La habían interrogado, temía que la estuvieran siguiendo, suponía que escuchaban nuestras conversaciones por teléfono, nunca se habría atrevido a venir a la fiesta si no la hubieran ido a buscar el auto con chofer y la pequeña escolta de seguridad de Goransky, que se estaba portando como un amigo de los grandes. La calmé con mi propia tranquilidad: ella exageraba el poder del pequeño ejército privado de la Casa. No eran tantos, no eran tan efectivos, no podían intervenir todos los teléfonos del planeta.
Solamente Cora, entre todas las personas de este mundo, podía entender mi desconcierto, mi desesperación, mis dudas con respecto a mi padre y a nuestro futuro. Mamá estaba bien. Le habían permitido verla. No la reconoció pero parecía en paz y hasta feliz, tal como la habíamos visto últimamente. Por el momento mi plan era salir de la ciudad con papá; Goransky me había ofrecido su casa de campo. Cora volvió a hablarme de la comunidad de los Viejos Cimarrones. Ojalá pudiera creer en ese antiguo mito: una comunidad marginal de personas libres, felices, unidas por su rebeldía. Para cualquier familia decente, una manera tan efectiva de librarse de sus viejos como una Casa de Recuperación. Para los viejos, algo más que la libertad. Una ilusión de independencia y poder, una suerte de Estado propio en el que sólo ellos mandaban pero donde nadie más que ellos había para atender a sus necesidades: un mítico paraíso donde eran reyes y esclavos.
Cora no tenía ni había tenido en su vida muchas oportunidades de felicidad, ni siquiera de alegría. Yo mismo la había despreciado durante años. Ahora tuve la confirmación de que también la necesitaba y la quería. La invité a participar en el baile de los osos y empezamos a movernos pesadamente entre hombres y animales.

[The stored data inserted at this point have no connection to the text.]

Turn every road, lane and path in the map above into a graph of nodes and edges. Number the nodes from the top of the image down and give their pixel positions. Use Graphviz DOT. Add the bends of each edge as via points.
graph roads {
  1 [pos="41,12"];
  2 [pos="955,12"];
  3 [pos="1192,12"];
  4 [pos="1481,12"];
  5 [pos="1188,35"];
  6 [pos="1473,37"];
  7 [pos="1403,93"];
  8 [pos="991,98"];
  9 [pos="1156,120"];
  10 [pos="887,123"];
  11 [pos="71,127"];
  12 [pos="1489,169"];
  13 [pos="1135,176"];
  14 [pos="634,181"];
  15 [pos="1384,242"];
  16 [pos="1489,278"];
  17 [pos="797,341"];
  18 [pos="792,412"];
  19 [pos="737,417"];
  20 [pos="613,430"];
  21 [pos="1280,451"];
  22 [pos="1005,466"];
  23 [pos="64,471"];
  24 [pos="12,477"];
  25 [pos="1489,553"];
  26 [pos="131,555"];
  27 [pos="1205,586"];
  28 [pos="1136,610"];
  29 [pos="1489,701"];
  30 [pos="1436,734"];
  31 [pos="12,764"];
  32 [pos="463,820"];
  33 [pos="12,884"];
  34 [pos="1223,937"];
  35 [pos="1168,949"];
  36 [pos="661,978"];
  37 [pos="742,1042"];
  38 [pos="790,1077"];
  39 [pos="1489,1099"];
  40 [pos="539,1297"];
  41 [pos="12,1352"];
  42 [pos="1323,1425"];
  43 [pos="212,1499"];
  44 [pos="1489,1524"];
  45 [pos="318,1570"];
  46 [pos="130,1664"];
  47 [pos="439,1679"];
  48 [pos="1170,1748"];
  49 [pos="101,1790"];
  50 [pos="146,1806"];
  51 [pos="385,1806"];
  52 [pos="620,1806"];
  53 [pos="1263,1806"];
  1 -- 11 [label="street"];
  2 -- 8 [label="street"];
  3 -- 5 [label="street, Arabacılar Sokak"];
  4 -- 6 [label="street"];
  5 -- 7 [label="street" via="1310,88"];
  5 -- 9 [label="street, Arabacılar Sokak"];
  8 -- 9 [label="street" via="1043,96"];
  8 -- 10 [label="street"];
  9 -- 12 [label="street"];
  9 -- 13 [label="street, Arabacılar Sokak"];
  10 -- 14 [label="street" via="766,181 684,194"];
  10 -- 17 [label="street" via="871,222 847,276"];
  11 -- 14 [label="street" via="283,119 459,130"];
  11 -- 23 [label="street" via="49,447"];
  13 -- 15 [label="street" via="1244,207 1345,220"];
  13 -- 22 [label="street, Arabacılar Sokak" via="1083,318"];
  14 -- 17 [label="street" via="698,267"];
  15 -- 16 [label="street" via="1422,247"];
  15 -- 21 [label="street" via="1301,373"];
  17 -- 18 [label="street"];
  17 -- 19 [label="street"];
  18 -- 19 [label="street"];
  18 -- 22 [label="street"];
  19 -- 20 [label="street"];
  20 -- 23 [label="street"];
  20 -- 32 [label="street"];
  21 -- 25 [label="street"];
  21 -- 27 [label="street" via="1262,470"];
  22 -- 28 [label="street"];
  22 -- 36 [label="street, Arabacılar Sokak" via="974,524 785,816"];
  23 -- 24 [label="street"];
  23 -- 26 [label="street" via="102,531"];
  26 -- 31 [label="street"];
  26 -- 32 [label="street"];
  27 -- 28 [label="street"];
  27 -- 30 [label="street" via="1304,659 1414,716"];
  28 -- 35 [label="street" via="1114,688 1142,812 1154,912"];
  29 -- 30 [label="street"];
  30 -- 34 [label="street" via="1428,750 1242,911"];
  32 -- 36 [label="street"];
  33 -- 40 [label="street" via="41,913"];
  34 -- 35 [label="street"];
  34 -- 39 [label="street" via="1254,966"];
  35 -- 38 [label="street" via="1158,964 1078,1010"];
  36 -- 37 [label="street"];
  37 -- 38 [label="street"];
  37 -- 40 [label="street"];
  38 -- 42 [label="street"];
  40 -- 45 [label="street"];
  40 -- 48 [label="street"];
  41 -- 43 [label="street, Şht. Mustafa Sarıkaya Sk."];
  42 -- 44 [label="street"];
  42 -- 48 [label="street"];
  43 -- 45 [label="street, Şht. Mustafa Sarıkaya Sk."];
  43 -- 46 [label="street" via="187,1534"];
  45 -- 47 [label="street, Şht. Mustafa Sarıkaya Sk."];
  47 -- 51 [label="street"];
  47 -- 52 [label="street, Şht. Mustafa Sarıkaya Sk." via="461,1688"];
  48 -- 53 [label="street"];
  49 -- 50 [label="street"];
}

Mientras bailábamos notamos un movimiento colectivo hacia uno de los lados del salón. Era como si la fiesta entera hubiera empezado a desplazarse hacia la escalinata; los que no podían acercarse, miraban en esa dirección, los comentarios compartían un tono de escándalo y admiración y se dirigían todos hacia la misma meta. Tratamos de aproximarnos también nosotros para entender qué pasaba.
Goransky estaba presentando a un invitado especial de acuerdo a una puesta en escena que él mismo había inventado. La idea, el libreto de la presentación, los diálogos, todo debía ser excelente a juzgar por el efecto violento que estaba causando en el salón. Logramos abrirnos paso hasta una mesa donde otros invitados habían tenido la misma idea que yo y estaban parados sobre las sillas.